To my understanding, they are fraud. Never ever give them any money, your financial details - simply avoid their reps in the shopping malls etc.

Has anyone else experienced the same??

Let's contribute in sharing information about the scams here.


----------



## dizzyizzy (Mar 30, 2008)

Just a reminder that naming and shaming is not allowed in this forum so no names please.


----------



## asimjan1 (Apr 15, 2013)

dizzyizzy said:


> Just a reminder that naming and shaming is not allowed in this forum so no names please.


I didn't name anyone in my thread! Please read it again. That's a general awareness message to alert other members of the forum and not to "name or shame" anyone!!


----------



## dizzyizzy (Mar 30, 2008)

asimjan1 said:


> I didn't name anyone in my thread! Please read it again. That's a general awareness message to alert other members of the forum and not to "name or shame" anyone!!

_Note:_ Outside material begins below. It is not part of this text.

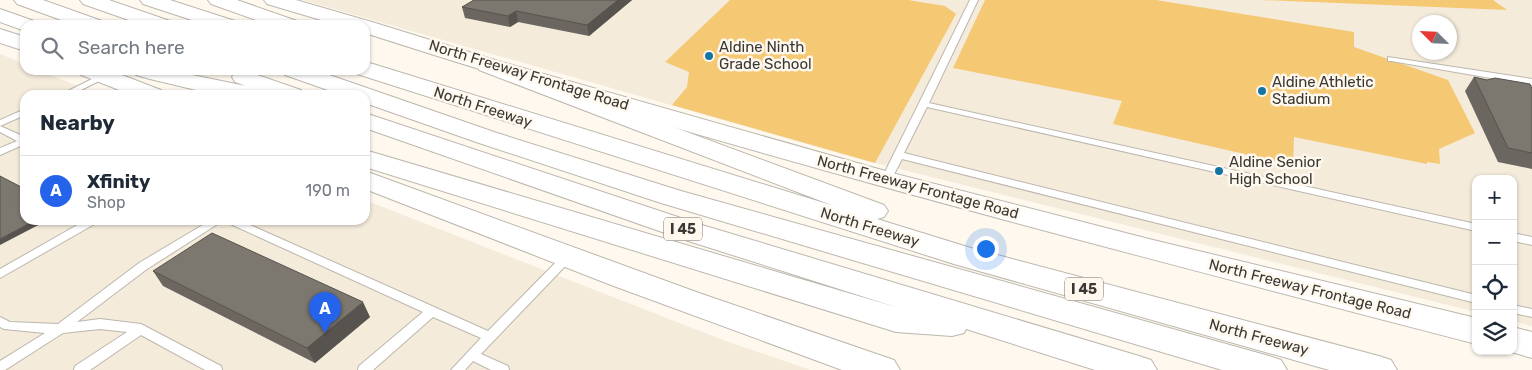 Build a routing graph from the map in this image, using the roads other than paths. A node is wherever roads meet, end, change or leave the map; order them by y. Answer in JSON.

Did I say that you did?  Please read my post again.

You area asking others to share their scams so my post was a friendly reminder to everyone that wants to contribute to your thread to not name and shame. No need to get all defensive.


----------



## asimjan1 (Apr 15, 2013)

dizzyizzy said:


> Did I say that you did?  Please read my post again.
> 
> You area asking others to share their scams so my post was a friendly reminder to everyone that wants to contribute to your thread to not name and shame. No need to get all defensive.


Thanks for clarification!


----------



## Tropicana (Apr 29, 2010)

There was a newspaper piece on them some time back.


----------



## Moe78 (Oct 29, 2010)

Yup they suckered me in a few years back. Kept me locked in a room watching their terrible promotional hotel video! I mentioned several times that the resolution was terrible and they should get a dvd player that upscales. They couldn't crack me and I left with a few cups of coffee in my stomach and a "gift" of 2-3 free nights at one of their hotels in Egypt. Never went.


----------



## msbettyboopdxb (Mar 22, 2009)

I was unfortunate enough to give out my details a few years ago. Of course I didn't have time to go for the presentation so they hounded me to within an inch of my life asking me to come in for the presentation. Eventually, I saved the number as stalker hotel and stopped picking up. They left me alone after a week of no pick ups. Had no idea it was a scam!


----------



## asimjan1 (Apr 15, 2013)

msbettyboopdxb said:


> I was unfortunate enough to give out my details a few years ago. Of course I didn't have time to go for the presentation so they hounded me to within an inch of my life asking me to come in for the presentation. Eventually, I saved the number as stalker hotel and stopped picking up. They left me alone after a week of no pick ups. Had no idea it was a scam!


Thanks for sharing your experience! btw, the invitation slip which they gave me (which I signed without thinking that time!!) says that you have no object if the company calls you or your family on your given contact numbers in future!


----------



## asimjan1 (Apr 15, 2013)

Moe78 said:


> Yup they suckered me in a few years back. Kept me locked in a room watching their terrible promotional hotel video! I mentioned several times that the resolution was terrible and they should get a dvd player that upscales. They couldn't crack me and I left with a few cups of coffee in my stomach and a "gift" of 2-3 free nights at one of their hotels in Egypt. Never went.


Thanks for sharing!


----------